- Opening Delimiter -

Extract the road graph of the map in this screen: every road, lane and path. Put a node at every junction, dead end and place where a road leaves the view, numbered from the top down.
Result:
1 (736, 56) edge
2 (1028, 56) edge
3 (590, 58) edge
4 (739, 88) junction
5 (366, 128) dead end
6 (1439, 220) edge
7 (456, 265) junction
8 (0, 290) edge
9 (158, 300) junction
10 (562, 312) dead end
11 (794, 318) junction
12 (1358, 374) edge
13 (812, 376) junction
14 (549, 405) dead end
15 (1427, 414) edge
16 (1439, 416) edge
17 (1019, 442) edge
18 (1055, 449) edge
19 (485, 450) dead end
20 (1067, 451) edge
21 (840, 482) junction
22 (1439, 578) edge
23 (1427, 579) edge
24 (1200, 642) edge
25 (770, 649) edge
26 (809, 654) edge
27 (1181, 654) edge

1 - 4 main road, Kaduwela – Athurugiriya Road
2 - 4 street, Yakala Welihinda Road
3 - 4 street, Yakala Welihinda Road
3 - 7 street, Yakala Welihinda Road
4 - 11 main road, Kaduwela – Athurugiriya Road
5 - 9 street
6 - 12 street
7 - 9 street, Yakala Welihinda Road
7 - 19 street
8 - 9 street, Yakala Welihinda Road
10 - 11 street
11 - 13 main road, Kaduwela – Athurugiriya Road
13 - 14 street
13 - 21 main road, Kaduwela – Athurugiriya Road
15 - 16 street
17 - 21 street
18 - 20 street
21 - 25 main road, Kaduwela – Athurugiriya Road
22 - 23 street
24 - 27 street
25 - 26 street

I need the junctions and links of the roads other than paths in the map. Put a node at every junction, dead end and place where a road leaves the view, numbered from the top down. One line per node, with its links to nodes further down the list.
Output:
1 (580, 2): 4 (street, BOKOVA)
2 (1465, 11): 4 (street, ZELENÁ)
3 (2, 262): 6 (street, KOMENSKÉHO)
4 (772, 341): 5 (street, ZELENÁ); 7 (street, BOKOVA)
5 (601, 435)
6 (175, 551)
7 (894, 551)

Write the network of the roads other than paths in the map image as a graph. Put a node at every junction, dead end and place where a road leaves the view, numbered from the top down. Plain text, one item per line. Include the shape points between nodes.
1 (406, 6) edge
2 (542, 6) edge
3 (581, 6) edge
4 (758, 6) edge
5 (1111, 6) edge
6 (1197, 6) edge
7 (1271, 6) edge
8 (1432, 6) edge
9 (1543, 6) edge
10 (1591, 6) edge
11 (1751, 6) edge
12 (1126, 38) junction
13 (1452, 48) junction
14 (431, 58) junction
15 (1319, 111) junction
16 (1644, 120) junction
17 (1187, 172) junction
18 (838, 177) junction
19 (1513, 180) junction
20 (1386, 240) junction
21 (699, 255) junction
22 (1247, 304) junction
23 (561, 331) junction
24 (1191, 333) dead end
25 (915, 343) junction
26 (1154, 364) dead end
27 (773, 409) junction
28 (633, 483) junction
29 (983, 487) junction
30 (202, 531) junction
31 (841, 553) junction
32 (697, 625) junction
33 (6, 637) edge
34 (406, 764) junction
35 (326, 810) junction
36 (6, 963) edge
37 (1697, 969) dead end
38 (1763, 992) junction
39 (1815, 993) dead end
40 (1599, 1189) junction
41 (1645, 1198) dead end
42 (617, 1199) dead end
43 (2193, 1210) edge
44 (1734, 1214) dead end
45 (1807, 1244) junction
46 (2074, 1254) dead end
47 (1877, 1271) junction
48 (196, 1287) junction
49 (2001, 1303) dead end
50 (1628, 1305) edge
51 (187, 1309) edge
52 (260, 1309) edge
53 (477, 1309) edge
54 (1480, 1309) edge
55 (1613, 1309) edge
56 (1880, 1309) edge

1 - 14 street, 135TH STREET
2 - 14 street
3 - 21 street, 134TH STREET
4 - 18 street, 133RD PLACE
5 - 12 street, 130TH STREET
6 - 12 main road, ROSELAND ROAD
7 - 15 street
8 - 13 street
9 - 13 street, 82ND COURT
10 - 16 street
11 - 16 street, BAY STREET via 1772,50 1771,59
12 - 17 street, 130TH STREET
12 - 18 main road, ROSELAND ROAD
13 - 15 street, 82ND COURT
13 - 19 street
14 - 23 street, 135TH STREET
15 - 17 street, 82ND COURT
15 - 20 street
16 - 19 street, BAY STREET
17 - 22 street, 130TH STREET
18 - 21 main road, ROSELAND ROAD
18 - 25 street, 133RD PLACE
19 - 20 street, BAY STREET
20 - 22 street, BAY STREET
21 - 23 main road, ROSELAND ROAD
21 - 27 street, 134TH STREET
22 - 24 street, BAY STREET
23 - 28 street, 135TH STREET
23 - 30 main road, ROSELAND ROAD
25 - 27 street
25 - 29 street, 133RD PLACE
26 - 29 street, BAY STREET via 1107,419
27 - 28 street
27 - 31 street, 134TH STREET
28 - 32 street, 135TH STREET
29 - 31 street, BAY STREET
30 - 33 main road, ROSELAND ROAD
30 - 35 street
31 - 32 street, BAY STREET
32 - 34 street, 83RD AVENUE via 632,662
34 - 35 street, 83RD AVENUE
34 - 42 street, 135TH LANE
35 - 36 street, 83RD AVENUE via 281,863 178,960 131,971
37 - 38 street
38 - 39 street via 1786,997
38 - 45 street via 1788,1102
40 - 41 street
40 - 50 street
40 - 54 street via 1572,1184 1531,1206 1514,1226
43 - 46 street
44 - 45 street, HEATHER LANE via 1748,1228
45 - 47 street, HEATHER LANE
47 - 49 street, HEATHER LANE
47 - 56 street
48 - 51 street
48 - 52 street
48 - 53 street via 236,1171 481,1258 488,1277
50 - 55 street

- Closing Delimiter -

An exact reproduction of the listing is required, covering every entry.

Expected output ->
Extract the road graph of the map in this screen: every road, lane and path. Put a node at every junction, dead end and place where a road leaves the view, numbered from the top down.
Result:
1 (736, 56) edge
2 (1028, 56) edge
3 (590, 58) edge
4 (739, 88) junction
5 (366, 128) dead end
6 (1439, 220) edge
7 (456, 265) junction
8 (0, 290) edge
9 (158, 300) junction
10 (562, 312) dead end
11 (794, 318) junction
12 (1358, 374) edge
13 (812, 376) junction
14 (549, 405) dead end
15 (1427, 414) edge
16 (1439, 416) edge
17 (1019, 442) edge
18 (1055, 449) edge
19 (485, 450) dead end
20 (1067, 451) edge
21 (840, 482) junction
22 (1439, 578) edge
23 (1427, 579) edge
24 (1200, 642) edge
25 (770, 649) edge
26 (809, 654) edge
27 (1181, 654) edge

1 - 4 main road, Kaduwela – Athurugiriya Road
2 - 4 street, Yakala Welihinda Road
3 - 4 street, Yakala Welihinda Road
3 - 7 street, Yakala Welihinda Road
4 - 11 main road, Kaduwela – Athurugiriya Road
5 - 9 street
6 - 12 street
7 - 9 street, Yakala Welihinda Road
7 - 19 street
8 - 9 street, Yakala Welihinda Road
10 - 11 street
11 - 13 main road, Kaduwela – Athurugiriya Road
13 - 14 street
13 - 21 main road, Kaduwela – Athurugiriya Road
15 - 16 street
17 - 21 street
18 - 20 street
21 - 25 main road, Kaduwela – Athurugiriya Road
22 - 23 street
24 - 27 street
25 - 26 street

I need the junctions and links of the roads other than paths in the map. Put a node at every junction, dead end and place where a road leaves the view, numbered from the top down. One line per node, with its links to nodes further down the list.
Output:
1 (580, 2): 4 (street, BOKOVA)
2 (1465, 11): 4 (street, ZELENÁ)
3 (2, 262): 6 (street, KOMENSKÉHO)
4 (772, 341): 5 (street, ZELENÁ); 7 (street, BOKOVA)
5 (601, 435)
6 (175, 551)
7 (894, 551)

Write the network of the roads other than paths in the map image as a graph. Put a node at every junction, dead end and place where a road leaves the view, numbered from the top down. Plain text, one item per line. Include the shape points between nodes.
1 (406, 6) edge
2 (542, 6) edge
3 (581, 6) edge
4 (758, 6) edge
5 (1111, 6) edge
6 (1197, 6) edge
7 (1271, 6) edge
8 (1432, 6) edge
9 (1543, 6) edge
10 (1591, 6) edge
11 (1751, 6) edge
12 (1126, 38) junction
13 (1452, 48) junction
14 (431, 58) junction
15 (1319, 111) junction
16 (1644, 120) junction
17 (1187, 172) junction
18 (838, 177) junction
19 (1513, 180) junction
20 (1386, 240) junction
21 (699, 255) junction
22 (1247, 304) junction
23 (561, 331) junction
24 (1191, 333) dead end
25 (915, 343) junction
26 (1154, 364) dead end
27 (773, 409) junction
28 (633, 483) junction
29 (983, 487) junction
30 (202, 531) junction
31 (841, 553) junction
32 (697, 625) junction
33 (6, 637) edge
34 (406, 764) junction
35 (326, 810) junction
36 (6, 963) edge
37 (1697, 969) dead end
38 (1763, 992) junction
39 (1815, 993) dead end
40 (1599, 1189) junction
41 (1645, 1198) dead end
42 (617, 1199) dead end
43 (2193, 1210) edge
44 (1734, 1214) dead end
45 (1807, 1244) junction
46 (2074, 1254) dead end
47 (1877, 1271) junction
48 (196, 1287) junction
49 (2001, 1303) dead end
50 (1628, 1305) edge
51 (187, 1309) edge
52 (260, 1309) edge
53 (477, 1309) edge
54 (1480, 1309) edge
55 (1613, 1309) edge
56 (1880, 1309) edge

1 - 14 street, 135TH STREET
2 - 14 street
3 - 21 street, 134TH STREET
4 - 18 street, 133RD PLACE
5 - 12 street, 130TH STREET
6 - 12 main road, ROSELAND ROAD
7 - 15 street
8 - 13 street
9 - 13 street, 82ND COURT
10 - 16 street
11 - 16 street, BAY STREET via 1772,50 1771,59
12 - 17 street, 130TH STREET
12 - 18 main road, ROSELAND ROAD
13 - 15 street, 82ND COURT
13 - 19 street
14 - 23 street, 135TH STREET
15 - 17 street, 82ND COURT
15 - 20 street
16 - 19 street, BAY STREET
17 - 22 street, 130TH STREET
18 - 21 main road, ROSELAND ROAD
18 - 25 street, 133RD PLACE
19 - 20 street, BAY STREET
20 - 22 street, BAY STREET
21 - 23 main road, ROSELAND ROAD
21 - 27 street, 134TH STREET
22 - 24 street, BAY STREET
23 - 28 street, 135TH STREET
23 - 30 main road, ROSELAND ROAD
25 - 27 street
25 - 29 street, 133RD PLACE
26 - 29 street, BAY STREET via 1107,419
27 - 28 street
27 - 31 street, 134TH STREET
28 - 32 street, 135TH STREET
29 - 31 street, BAY STREET
30 - 33 main road, ROSELAND ROAD
30 - 35 street
31 - 32 street, BAY STREET
32 - 34 street, 83RD AVENUE via 632,662
34 - 35 street, 83RD AVENUE
34 - 42 street, 135TH LANE
35 - 36 street, 83RD AVENUE via 281,863 178,960 131,971
37 - 38 street
38 - 39 street via 1786,997
38 - 45 street via 1788,1102
40 - 41 street
40 - 50 street
40 - 54 street via 1572,1184 1531,1206 1514,1226
43 - 46 street
44 - 45 street, HEATHER LANE via 1748,1228
45 - 47 street, HEATHER LANE
47 - 49 street, HEATHER LANE
47 - 56 street
48 - 51 street
48 - 52 street
48 - 53 street via 236,1171 481,1258 488,1277
50 - 55 street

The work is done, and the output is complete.